Requirement: From the records below, count the lines containing the word "scale" and give only that number.

----- Extracted information -----

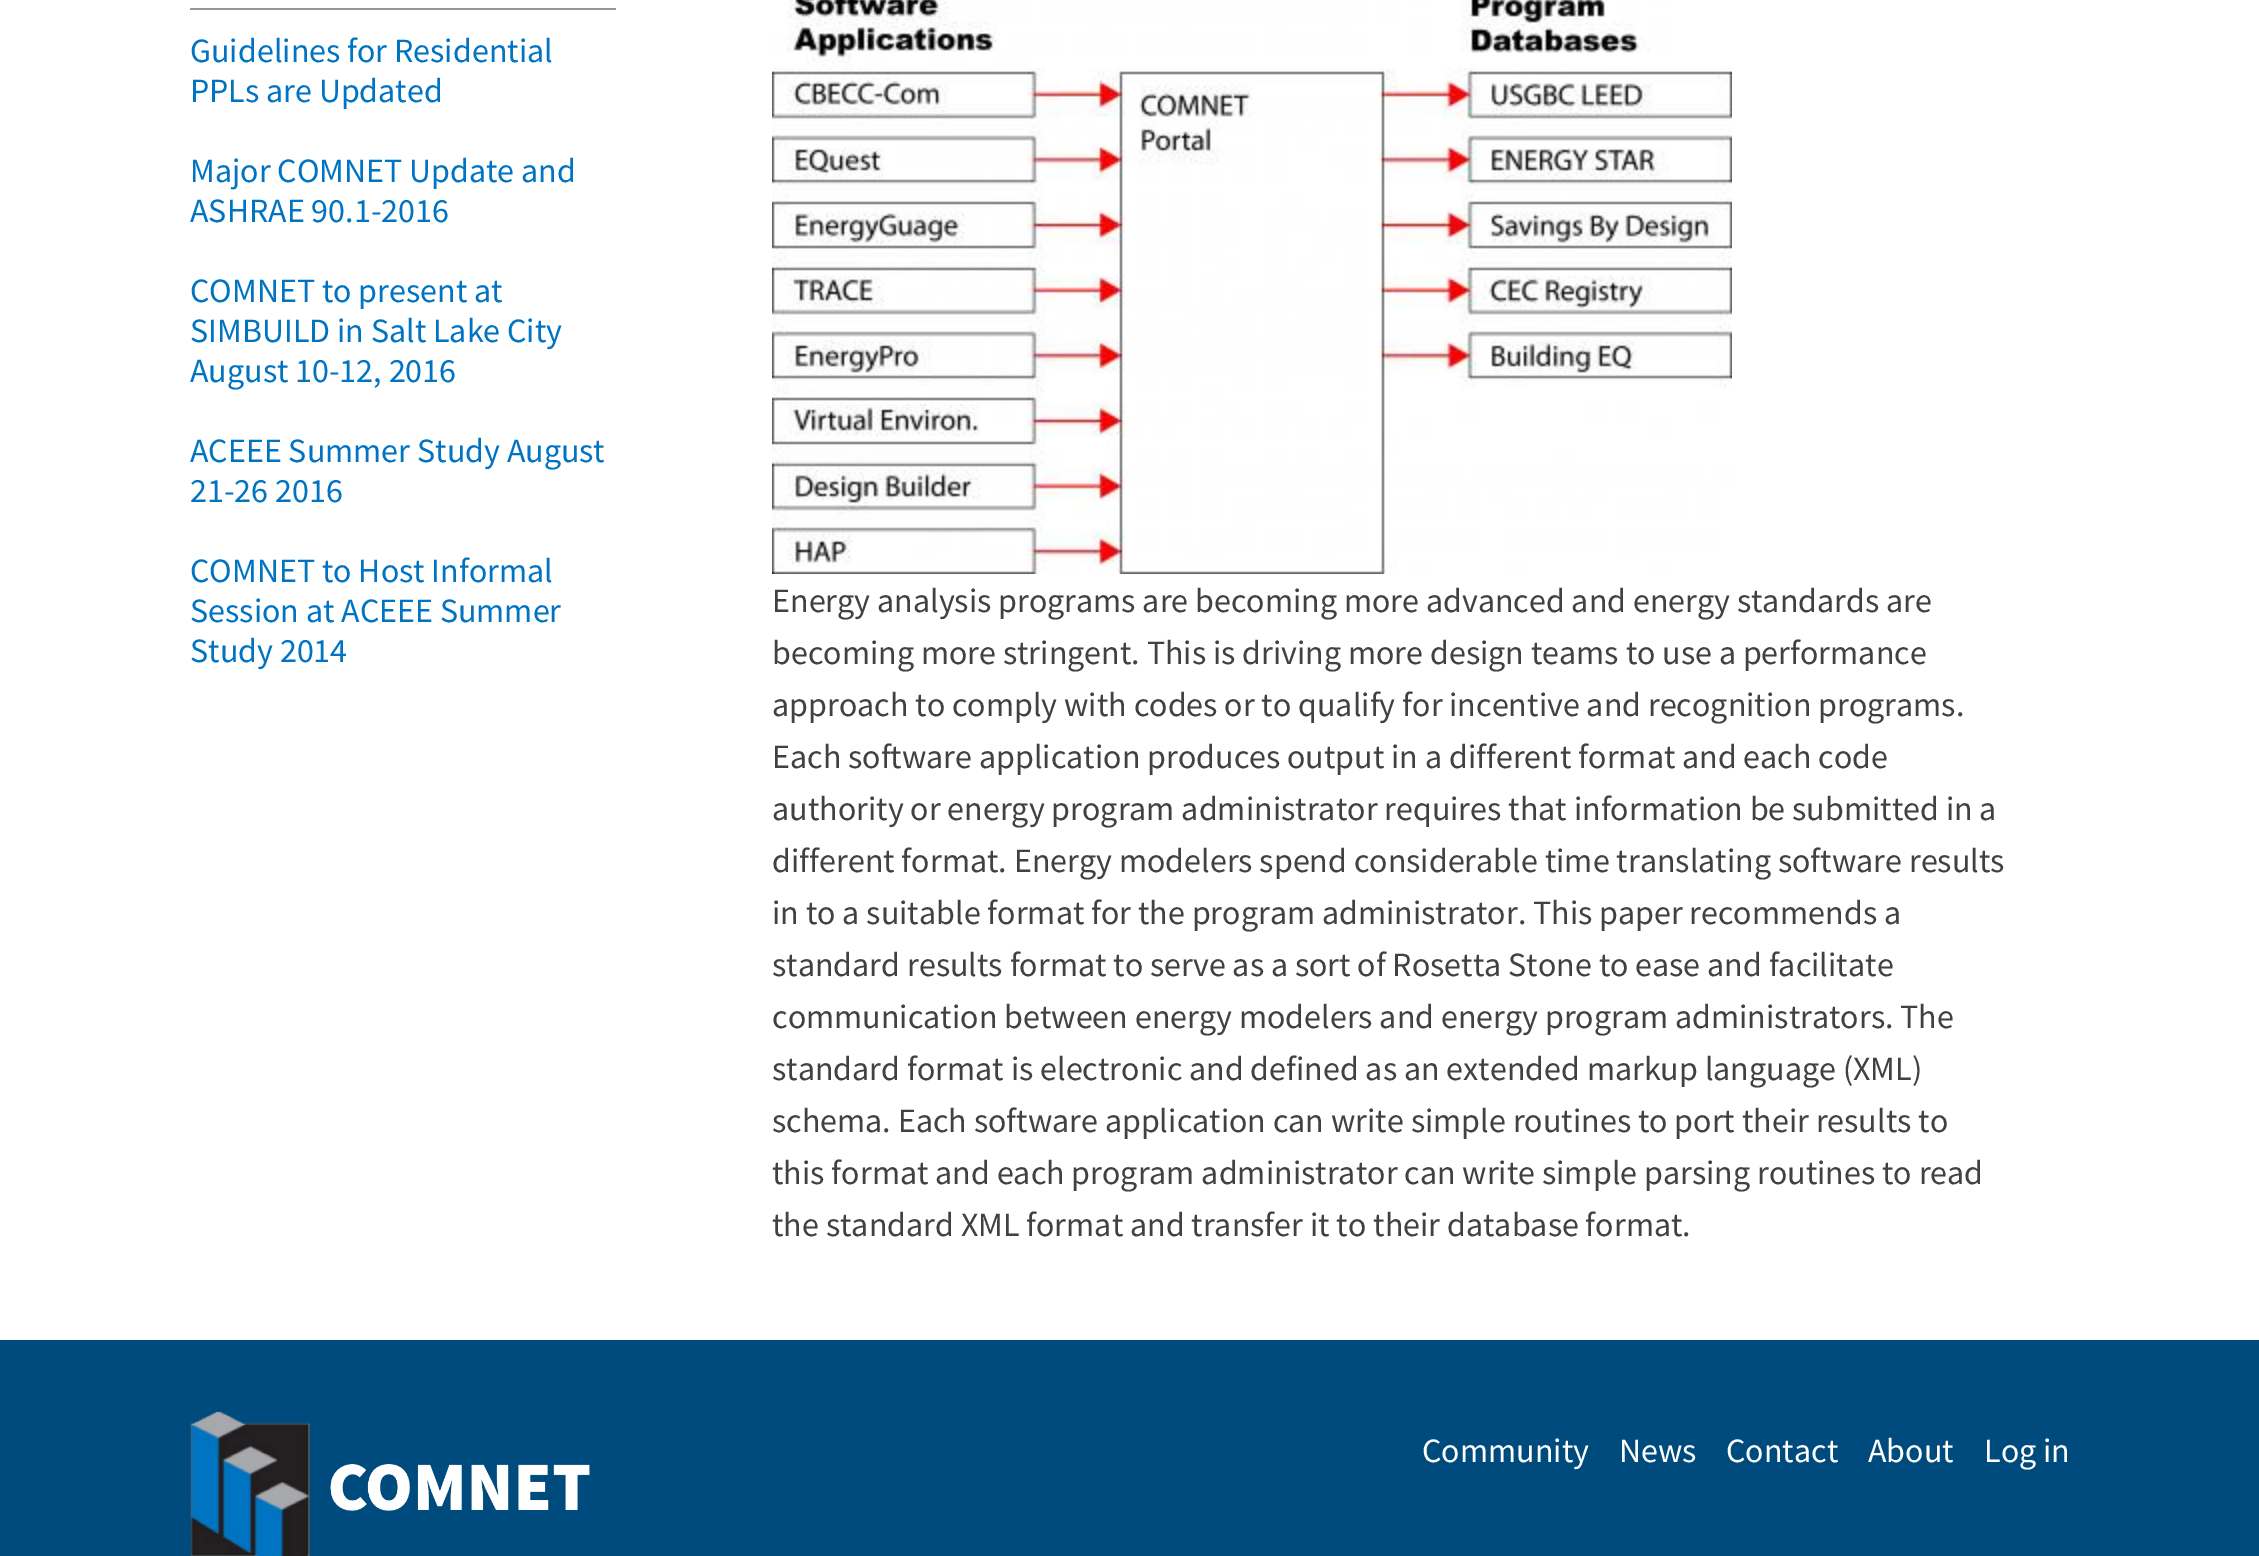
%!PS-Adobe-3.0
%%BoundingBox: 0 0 2259 1556
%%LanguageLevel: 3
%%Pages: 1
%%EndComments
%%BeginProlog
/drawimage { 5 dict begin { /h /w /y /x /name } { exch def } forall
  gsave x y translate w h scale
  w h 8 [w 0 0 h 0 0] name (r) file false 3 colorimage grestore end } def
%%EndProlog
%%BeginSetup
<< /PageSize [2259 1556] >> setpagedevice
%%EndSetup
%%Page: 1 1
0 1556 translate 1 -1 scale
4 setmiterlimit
1 setgray
0 0 2259 1556 rectfill
0.592 setgray
190 8 426 2 rectfill
(images/1.raw) 772 0 960 574 drawimage
0 0.294 0.49 setrgbcolor
0 1340 2259 216 rectfill
(images/2.raw) 190 1411 400 145 drawimage
/SourceSansPro-Regular [34 0 0 -34 0 0] selectfont
0 0.455 0.761 setrgbcolor
190 62 moveto (Guidelines for Residential) show
190 102 moveto (PPLs are Updated) show
190 182 moveto (Major COMNET Update and) show
190 222 moveto (ASHRAE 90.1-2016) show
190 302 moveto (COMNET to present at) show
190 342 moveto (SIMBUILD in Salt Lake City) show
190 382 moveto (August 10-12, 2016) show
190 462 moveto (ACEEE Summer Study August) show
190 502 moveto (21-26 2016) show
190 582 moveto (COMNET to Host Informal) show
190 622 moveto (Session at ACEEE Summer) show
190 662 moveto (Study 2014) show
0.251 0.255 0.259 setrgbcolor
772 612 moveto (Energy analysis programs are becoming more advanced and energy standards are) show
772 664 moveto (becoming more stringent. This is driving more design teams to use a performance) show
772 716 moveto (approach to comply with codes or to qualify for incentive and recognition programs.) show
772 768 moveto (Each software application produces output in a different format and each code) show
772 820 moveto (authority or energy program administrator requires that information be submitted in a) show
772 872 moveto (different format. Energy modelers spend considerable time translating software results) show
772 924 moveto (in to a suitable format for the program administrator. This paper recommends a) show
772 976 moveto (standard results format to serve as a sort of Rosetta Stone to ease and facilitate) show
772 1028 moveto (communication between energy modelers and energy program administrators. The) show
772 1080 moveto (standard format is electronic and defined as an extended markup language \(XML\)) show
772 1132 moveto (schema. Each software application can write simple routines to port their results to) show
772 1184 moveto (this format and each program administrator can write simple parsing routines to read) show
772 1236 moveto (the standard XML format and transfer it to their database format.) show
1 setgray
1422 1462 moveto (Community) show
1619 1462 moveto (News) show
1726 1462 moveto (Contact) show
1868 1462 moveto (About) show
1984 1462 moveto (Log in) show
showpage
%%EOF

-----

Output below: 2